Dans le cadre des journées rennaises de la laïcité organisées par le Comité consultatif de la laïcité et par la ville de Rennes, Alexis Buixan, maître de conférences en droit public, membre du Comité consultatif de la laïcité de Rennes et président de Laïcité 35; et Thibault Tellier, professeur des universités à Sciences Po Rennes historien et chercheur associé à la Chaire Territoires et mutations de l’action publique (TMAP), ont organisé une conférence autour de la question suivante « Faut-il inscrire la loi de 1905 dans la constitution ? »

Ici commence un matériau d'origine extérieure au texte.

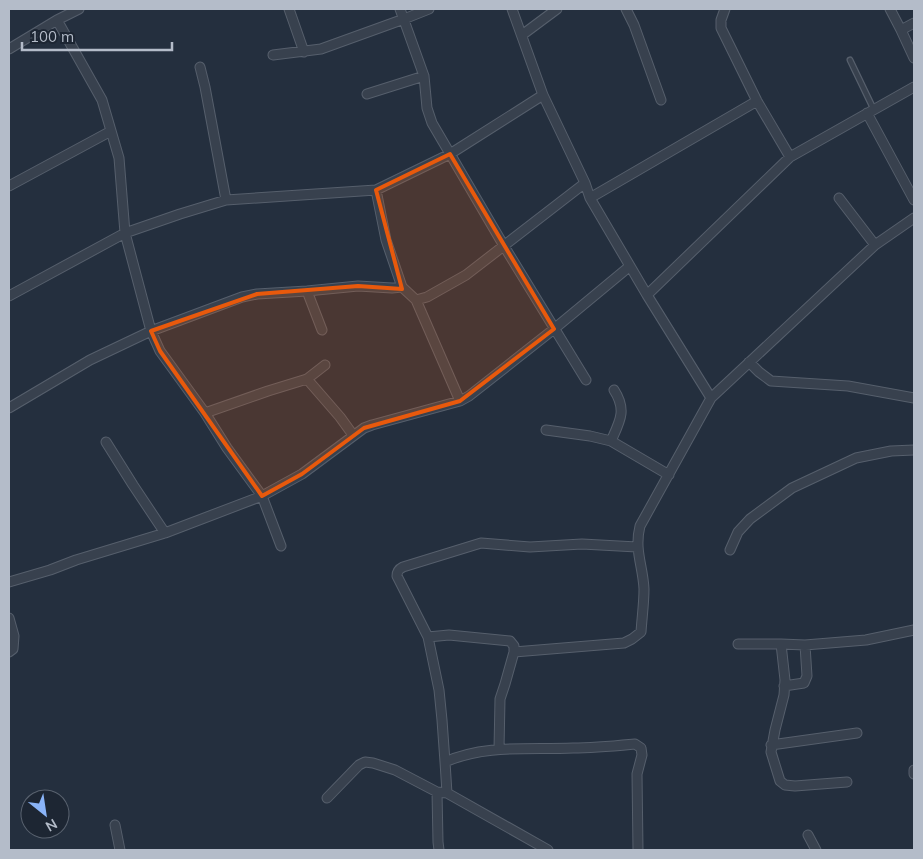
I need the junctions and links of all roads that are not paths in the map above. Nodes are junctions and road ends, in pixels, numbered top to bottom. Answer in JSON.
{"nodes":[{"id":1,"x":79,"y":9,"type":"edge"},
{"id":2,"x":289,"y":9,"type":"edge"},
{"id":3,"x":400,"y":9,"type":"edge"},
{"id":4,"x":429,"y":9,"type":"edge"},
{"id":5,"x":512,"y":9,"type":"edge"},
{"id":6,"x":556,"y":9,"type":"edge"},
{"id":7,"x":626,"y":9,"type":"edge"},
{"id":8,"x":725,"y":9,"type":"edge"},
{"id":9,"x":890,"y":9,"type":"edge"},
{"id":10,"x":404,"y":19,"type":"junction"},
{"id":11,"x":58,"y":20,"type":"junction"},
{"id":12,"x":914,"y":23,"type":"edge"},
{"id":13,"x":901,"y":30,"type":"junction"},
{"id":14,"x":522,"y":35,"type":"junction"},
{"id":15,"x":9,"y":49,"type":"edge"},
{"id":16,"x":304,"y":52,"type":"junction"},
{"id":17,"x":273,"y":55,"type":"dead end"},
{"id":18,"x":914,"y":58,"type":"edge"},
{"id":19,"x":850,"y":60,"type":"dead end"},
{"id":20,"x":200,"y":67,"type":"dead end"},
{"id":21,"x":424,"y":76,"type":"junction"},
{"id":22,"x":914,"y":86,"type":"edge"},
{"id":23,"x":367,"y":94,"type":"dead end"},
{"id":24,"x":543,"y":95,"type":"junction"},
{"id":25,"x":661,"y":100,"type":"dead end"},
{"id":26,"x":757,"y":101,"type":"junction"},
{"id":27,"x":870,"y":111,"type":"junction"},
{"id":28,"x":111,"y":131,"type":"junction"},
{"id":29,"x":450,"y":154,"type":"junction"},
{"id":30,"x":790,"y":157,"type":"junction"},
{"id":31,"x":585,"y":183,"type":"junction"},
{"id":32,"x":9,"y":186,"type":"edge"},
{"id":33,"x":376,"y":190,"type":"junction"},
{"id":34,"x":590,"y":198,"type":"junction"},
{"id":35,"x":839,"y":198,"type":"dead end"},
{"id":36,"x":226,"y":200,"type":"junction"},
{"id":37,"x":914,"y":200,"type":"edge"},
{"id":38,"x":914,"y":218,"type":"edge"},
{"id":39,"x":125,"y":233,"type":"junction"},
{"id":40,"x":875,"y":245,"type":"junction"},
{"id":41,"x":504,"y":246,"type":"junction"},
{"id":42,"x":630,"y":266,"type":"junction"},
{"id":43,"x":402,"y":287,"type":"junction"},
{"id":44,"x":307,"y":291,"type":"junction"},
{"id":45,"x":647,"y":295,"type":"junction"},
{"id":46,"x":9,"y":296,"type":"edge"},
{"id":47,"x":416,"y":300,"type":"junction"},
{"id":48,"x":554,"y":329,"type":"junction"},
{"id":49,"x":322,"y":330,"type":"dead end"},
{"id":50,"x":151,"y":331,"type":"junction"},
{"id":51,"x":749,"y":362,"type":"junction"},
{"id":52,"x":325,"y":365,"type":"dead end"},
{"id":53,"x":307,"y":378,"type":"junction"},
{"id":54,"x":586,"y":380,"type":"dead end"},
{"id":55,"x":614,"y":390,"type":"dead end"},
{"id":56,"x":711,"y":398,"type":"junction"},
{"id":57,"x":914,"y":398,"type":"edge"},
{"id":58,"x":460,"y":401,"type":"junction"},
{"id":59,"x":9,"y":408,"type":"edge"},
{"id":60,"x":205,"y":413,"type":"junction"},
{"id":61,"x":546,"y":430,"type":"dead end"},
{"id":62,"x":353,"y":435,"type":"junction"},
{"id":63,"x":611,"y":441,"type":"junction"},
{"id":64,"x":106,"y":442,"type":"dead end"},
{"id":65,"x":914,"y":450,"type":"edge"},
{"id":66,"x":669,"y":475,"type":"junction"},
{"id":67,"x":262,"y":496,"type":"junction"},
{"id":68,"x":165,"y":533,"type":"junction"},
{"id":69,"x":282,"y":546,"type":"dead end"},
{"id":70,"x":637,"y":547,"type":"junction"},
{"id":71,"x":730,"y":550,"type":"dead end"},
{"id":72,"x":9,"y":582,"type":"edge"},
{"id":73,"x":9,"y":618,"type":"edge"},
{"id":74,"x":914,"y":630,"type":"edge"},
{"id":75,"x":428,"y":637,"type":"junction"},
{"id":76,"x":738,"y":644,"type":"dead end"},
{"id":77,"x":781,"y":644,"type":"junction"},
{"id":78,"x":805,"y":645,"type":"junction"},
{"id":79,"x":9,"y":652,"type":"edge"},
{"id":80,"x":514,"y":652,"type":"junction"},
{"id":81,"x":784,"y":686,"type":"junction"},
{"id":82,"x":857,"y":733,"type":"dead end"},
{"id":83,"x":771,"y":745,"type":"junction"},
{"id":84,"x":499,"y":749,"type":"junction"},
{"id":85,"x":445,"y":762,"type":"junction"},
{"id":86,"x":847,"y":782,"type":"dead end"},
{"id":87,"x":437,"y":792,"type":"junction"},
{"id":88,"x":447,"y":794,"type":"junction"},
{"id":89,"x":326,"y":798,"type":"dead end"},
{"id":90,"x":115,"y":825,"type":"dead end"},
{"id":91,"x":808,"y":835,"type":"dead end"},
{"id":92,"x":438,"y":846,"type":"edge"},
{"id":93,"x":544,"y":849,"type":"edge"},
{"id":94,"x":120,"y":850,"type":"edge"},
{"id":95,"x":430,"y":850,"type":"edge"},
{"id":96,"x":638,"y":850,"type":"edge"},
{"id":97,"x":816,"y":850,"type":"edge"}],
"edges":[{"from":1,"to":11,"type":"street"},
{"from":2,"to":16,"type":"street"},
{"from":3,"to":10,"type":"street"},
{"from":4,"to":10,"type":"street"},
{"from":5,"to":14,"type":"street"},
{"from":6,"to":14,"type":"street"},
{"from":7,"to":25,"type":"street"},
{"from":8,"to":26,"type":"street"},
{"from":9,"to":13,"type":"street"},
{"from":10,"to":16,"type":"street"},
{"from":10,"to":21,"type":"street"},
{"from":11,"to":15,"type":"street"},
{"from":11,"to":28,"type":"street"},
{"from":12,"to":13,"type":"street"},
{"from":13,"to":18,"type":"street"},
{"from":14,"to":24,"type":"street"},
{"from":16,"to":17,"type":"street"},
{"from":19,"to":27,"type":"lane"},
{"from":20,"to":36,"type":"street"},
{"from":21,"to":23,"type":"street"},
{"from":21,"to":29,"type":"street"},
{"from":22,"to":27,"type":"street"},
{"from":24,"to":29,"type":"street"},
{"from":24,"to":31,"type":"street"},
{"from":26,"to":30,"type":"street"},
{"from":26,"to":34,"type":"street"},
{"from":27,"to":30,"type":"street"},
{"from":27,"to":37,"type":"street"},
{"from":28,"to":32,"type":"street"},
{"from":28,"to":39,"type":"street"},
{"from":29,"to":33,"type":"street"},
{"from":29,"to":41,"type":"street"},
{"from":30,"to":45,"type":"street"},
{"from":31,"to":34,"type":"street"},
{"from":31,"to":41,"type":"street"},
{"from":33,"to":36,"type":"street"},
{"from":33,"to":43,"type":"street"},
{"from":34,"to":42,"type":"street"},
{"from":35,"to":40,"type":"street"},
{"from":36,"to":39,"type":"street"},
{"from":38,"to":40,"type":"street"},
{"from":39,"to":46,"type":"street"},
{"from":39,"to":50,"type":"street"},
{"from":40,"to":51,"type":"street"},
{"from":41,"to":47,"type":"street"},
{"from":41,"to":48,"type":"street"},
{"from":42,"to":45,"type":"street"},
{"from":42,"to":48,"type":"street"},
{"from":43,"to":44,"type":"street"},
{"from":43,"to":47,"type":"street"},
{"from":44,"to":49,"type":"street"},
{"from":44,"to":50,"type":"street"},
{"from":45,"to":56,"type":"street"},
{"from":47,"to":58,"type":"street"},
{"from":48,"to":54,"type":"street"},
{"from":48,"to":58,"type":"street"},
{"from":50,"to":59,"type":"street"},
{"from":50,"to":60,"type":"street"},
{"from":51,"to":56,"type":"street"},
{"from":51,"to":57,"type":"street"},
{"from":52,"to":53,"type":"street"},
{"from":53,"to":60,"type":"street"},
{"from":53,"to":62,"type":"street"},
{"from":55,"to":63,"type":"street"},
{"from":56,"to":66,"type":"street"},
{"from":58,"to":62,"type":"street"},
{"from":60,"to":67,"type":"street"},
{"from":61,"to":63,"type":"street"},
{"from":62,"to":67,"type":"street"},
{"from":63,"to":66,"type":"street"},
{"from":64,"to":68,"type":"street"},
{"from":65,"to":71,"type":"street"},
{"from":66,"to":70,"type":"street"},
{"from":67,"to":68,"type":"street"},
{"from":67,"to":69,"type":"street"},
{"from":68,"to":72,"type":"street"},
{"from":70,"to":75,"type":"street"},
{"from":70,"to":80,"type":"street"},
{"from":73,"to":79,"type":"street"},
{"from":74,"to":78,"type":"street"},
{"from":75,"to":80,"type":"street"},
{"from":75,"to":85,"type":"street"},
{"from":76,"to":77,"type":"street"},
{"from":77,"to":78,"type":"street"},
{"from":77,"to":81,"type":"street"},
{"from":78,"to":81,"type":"street"},
{"from":80,"to":84,"type":"street"},
{"from":81,"to":83,"type":"street"},
{"from":82,"to":83,"type":"street"},
{"from":83,"to":86,"type":"street"},
{"from":84,"to":85,"type":"street"},
{"from":84,"to":96,"type":"street"},
{"from":85,"to":88,"type":"street"},
{"from":87,"to":88,"type":"street"},
{"from":87,"to":89,"type":"street"},
{"from":87,"to":92,"type":"street"},
{"from":88,"to":93,"type":"street"},
{"from":90,"to":94,"type":"street"},
{"from":91,"to":97,"type":"street"},
{"from":92,"to":95,"type":"street"}]}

À l’heure ou de plus en plus de citoyens s’inquiètent du manque de protection entourant la laïcité et face à la récurrence des interrogations sur sa fragilité, les deux enseignants se sont saisis de la question de la constitutionnalisation de la loi de 1905. Alexis Buixan a rappelé que ce texte fondateur de la laïcité en France, garantit la liberté de conscience, la liberté de culte et la séparation des Églises et de l’État. De surcroît, il contient un titre entier consacré à la « police des cultes » dont le but est de limiter les pratiques religieuses dès lors qu’elles entravent le maintien de l’Ordre public.
Dans un soucis de rigueur historique, Thibault Tellier s’est ensuite attelé au résumé du cheminement ayant précédé la loi de 1905. Il a d’abord évoqué la révolution française et l’imposition faite aux prêtres en 1790, par la Constitution civile du clergé, de prêter serment d’allégeance à la Nation, les obligeant à rompre avec le pape.
Ensuite, il a rappelé la mise en place par Napoléon Bonaparte en 1801 du Concordat à travers lequel :
- le Saint-Siège a reconnu le gouvernement de la République française et la compétence du Chef de l’État dans la nomination des évêques
- l’État a admis le catholicisme comme "religion de la grande majorité des français"
Enfin, Thibault Tellier a évoqué d’autres étapes ayant précédées la loi de 1905, telles que la séparation pensée sous la Commune, les lois Ferry de 1881 et 1882, la suppression des prières publique à l’ouverture des sessions parlementaires en 1884 ou encore la rupture des relations diplomatiques avec le Vatican en 1904.
Les intervenants se sont ensuite penchés sur la volonté des rédacteurs de la loi, estimant qu’il s'agissait d’un projet de compromis, permettant à chacune et chacun d’avoir ses propres convictions morales et religieuses, sans pour autant les imposer dans les lieux publics. Une pleine neutralité de l’État s’est alors installée, les pouvoirs publics ne reconnaissant, ni ne subventionnant aucun culte.
Pourquoi cette loi a-t-elle été à l’origine de conflits au début du XXème siècle ?
D’abord, toute religion en situation hégémonique ne tient pas à perdre sa position centrale, ce qui explique la méfiance de l’Église vis-à-vis de la loi et de la République. Ensuite, l’inventaire des biens de l’institution pour déterminer ce qui appartenait à l’État n’a fait que renforcer les tensions. Enfin, la position du Pape Pie X incitant les français à se dresser contre cette loi n’a pas facilité son acceptation.
Toutefois, malgré ces résistances, les enseignants soulignent la pérennité de la loi depuis son instauration, notamment parce qu’elle permet de maintenir une forme de stabilité au sein de la société. Il n’en demeure pas moins qu’elle fait l’objet de moult contestations depuis ces vingts dernières années.
Quels avantages apporterait une constititutionnalisation de la loi ?
Alexis Buixan fait valoir qu’un certain nombre d’interprétations de la laïcité par les juges interroge, à l’image du juge administratif qui a une vision extrêmement souple concernant les subventions accordées aux cultes. Une constitutionnalisation permettrait ainsi de stabiliser les interprétations et de réaffirmer le caractère unitaire de la République française.
En revanche, cela impacterait considérablement l’Alsace-Moselle pour qui la loi de séparation de l’Église et de l’État ne s’applique pas, créant ainsi une différenciation vis-à-vis du reste des citoyens. Il convient également de rappeler que la loi de 1905 ne s’exerce pas dans certains territoires d’Outre-mer, à l’image de Mayotte et de la Guyane, qui bénéficient d'un statut des cultes leur étant propre.